Two Conflicting Ideas

What makes slavery so difficult for Americans, both black and white, to come to terms with is that slavery encompasses two conflicting ideas — both with equal validity and with equal truth, but with radically different implications. One says that slavery is one of the great crimes in human history; the other says that men and women dealt with the crime and survived it and even grew strong because of it. One says slavery is our great nightmare; the other says slavery left a valuable legacy. One says death, the other life.”

– Ira Berlin, “Coming to Terms with Slavery in Twenty-First Century America”

Throughout the process of drafting the exhibition text for APLA, I constantly find myself thinking of Ira Berlin’s quote above. (From an essay that I have found incredibly useful for articulating issues in my own research and for teaching– I highly recommend reading it.) For each exhibition section detailing a historic event or issue related to the history of slavery in Charleston, I engage in a pedagogical juggling act between conveying the brutality of chattel slavery and asserting that despite this brutality, enslaved Africans and African Americans powerfully resisted their bondage. This balancing act is particularly important for addressing complex subjects such as violence and sale. On many historic sites I observed in Charleston (for my dissertation research), historic interpreters who actually did address slavery or African American history still seemed to avoid or minimize these subjects. They often found them upsetting or complicated to convey in a tourism context. But understanding the central role of violence and sale, or the threat of violence and sale, is crucial to understanding how slavery functioned in the Lowcountry and throughout the nation.

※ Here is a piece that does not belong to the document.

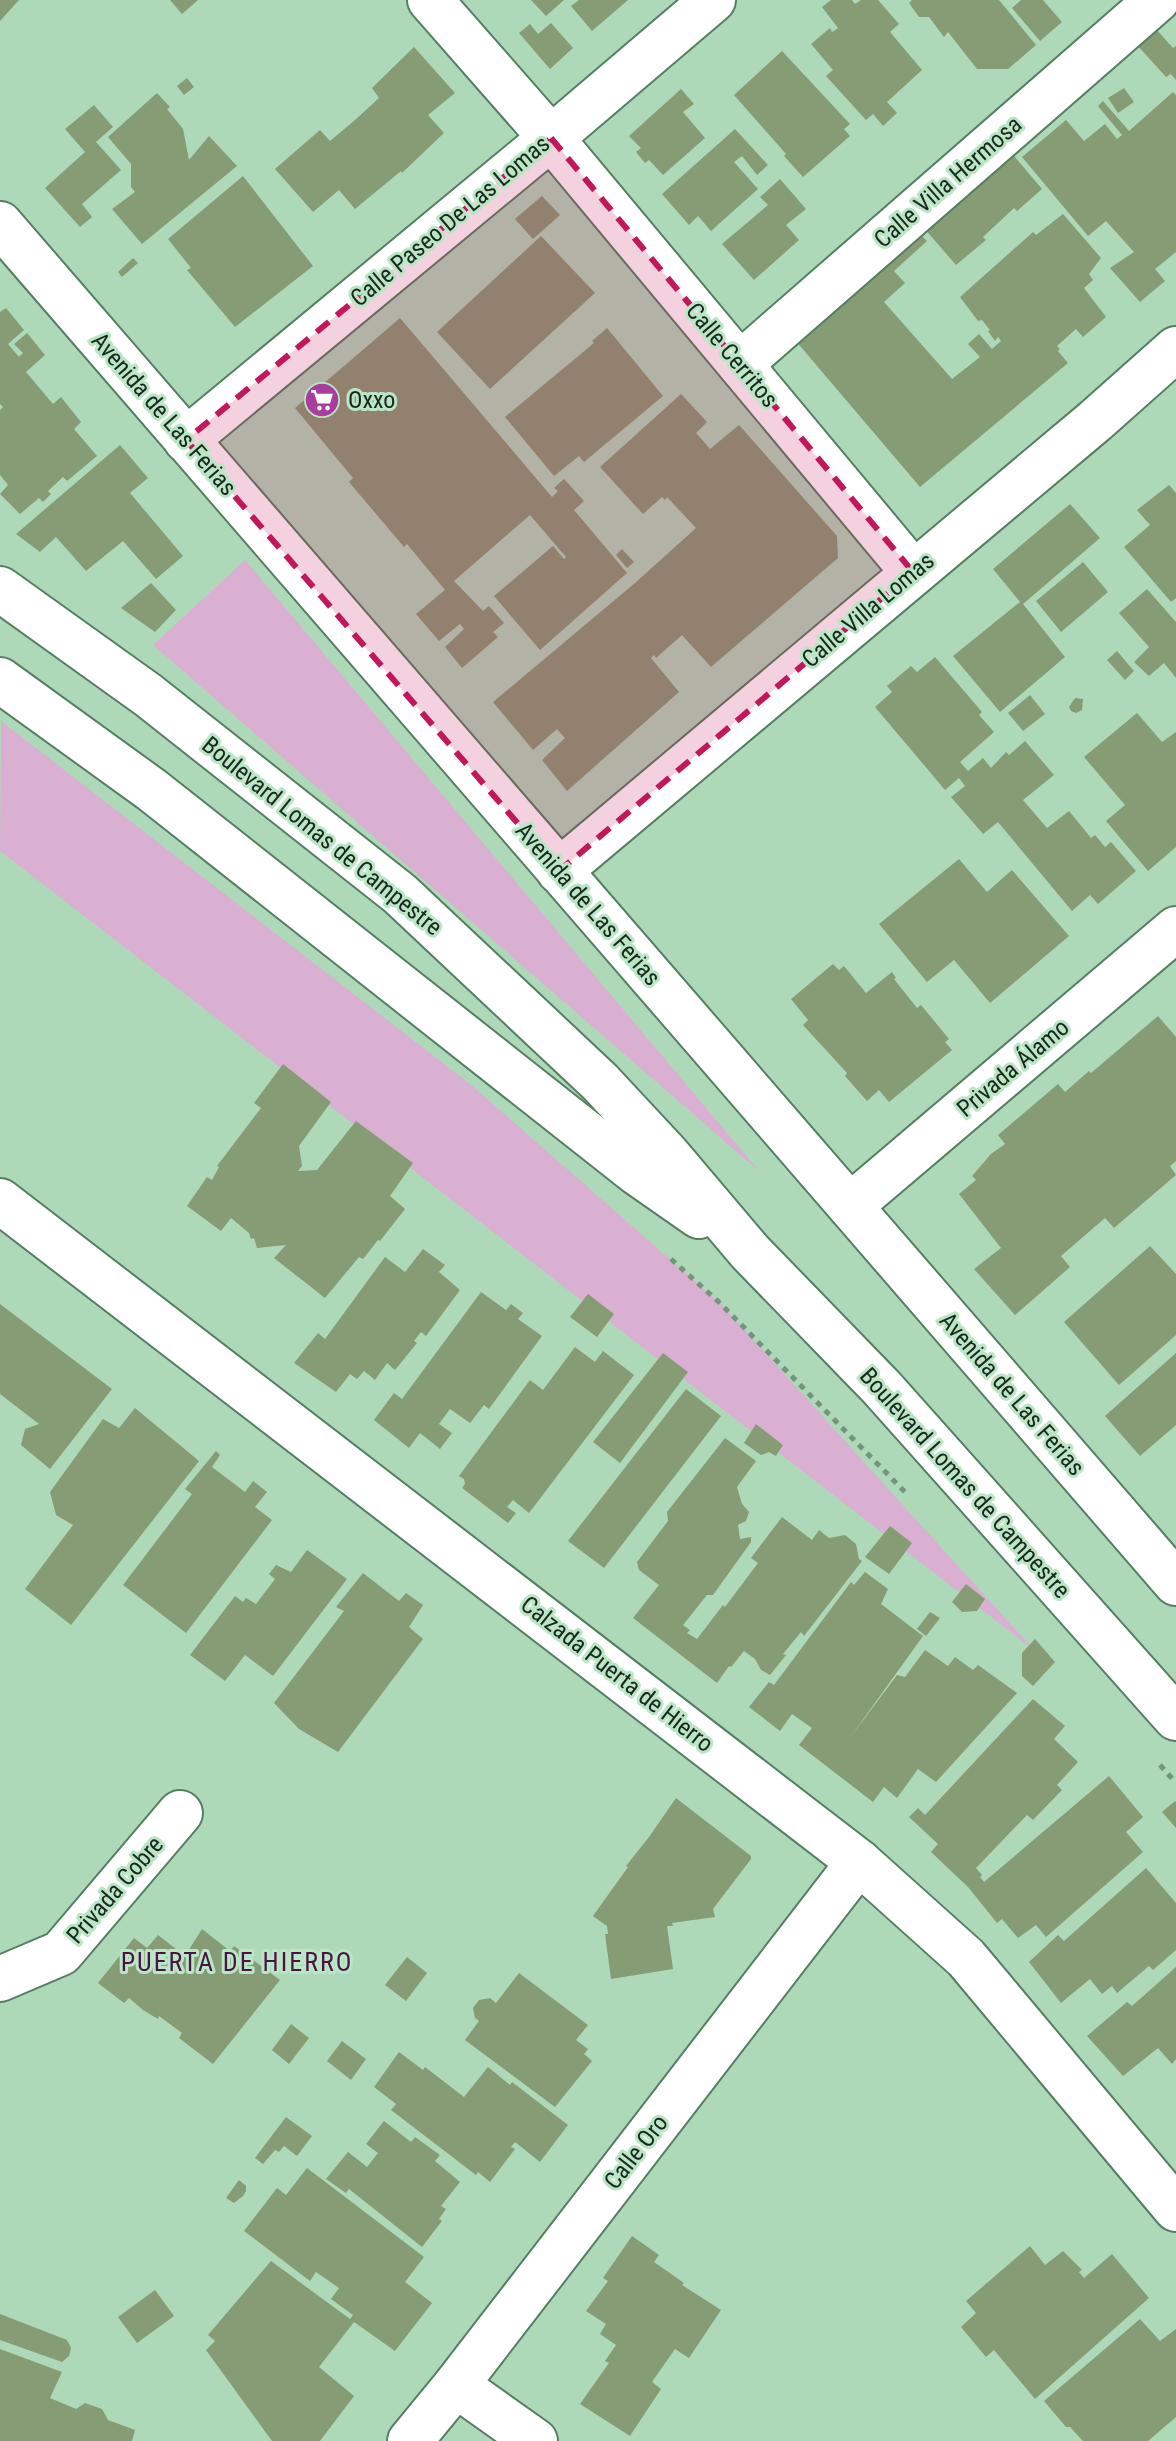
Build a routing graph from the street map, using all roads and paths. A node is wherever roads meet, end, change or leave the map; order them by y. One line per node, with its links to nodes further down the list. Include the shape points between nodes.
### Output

In addition to the oppression of involuntary, unpaid labor, violence and sale were the greatest struggles for enslaved people in chattel bondage. As Ira Berlin explains in the same essay I quote above, “No understanding of slavery can avoid these themes: violence, power, and the usurpation of labor for the purpose of aggrandizing a small minority . . . The murders, beatings, mutilations, and humiliations, both petty and great, were an essential, not incidental, part of the system.” In an upcoming article publication, Stephanie Yuhl further describes the importance of understanding the domestic slave trade for generating a constant threat of sale in U.S. slavery. “When the story of slavery begins in the usual historic sites — the plantation, small farm, or city mansion setting — it is too easily domesticated into a discourse about relationships, community, homes, households and intact families white and black, ‘ she explains,  “in such settings, bondage is too readily assimilated; the enslaved too easily become “servants” separated from active enslavers, and the institution of slavery construed simply as an inheritance that is paternalistic and organic in nature.”

As these scholars convey, violence and sale are central to understanding slavery in public history contexts, but resistance is vital as well. Slaveholders and traders could never fully implement the dehumanizing terms of chattel slavery because enslaved people constantly challenged the power structure of this system, in large and small ways. From negotiating privileges, stalling labor, and breaking tools to running away or forming rebellions, historic accounts are full of evidence that enslaved people did not accept the terms of their captivity. To form a full understanding of this institution, however, public historians must be clear about what these oppressive terms were.

Sources:

Berlin, Ira. “Coming to Terms with Slavery in Twenty-First-Century America,” essay. Slavery and Public History: The Tough Stuff of American Memory. James Oliver Horton and Lois E. Horton, editors. Chapel Hill, North Carolina: The University of North Carolina Press, 2006.

Yugl, Stephanie. “Re­mapping the Tourist/Trade: Confronting Slavery’s Commercial Core at Charleston’s Old Slave Mart Museum.” The Journal of Southern History, Summer 2013. Upcoming publication.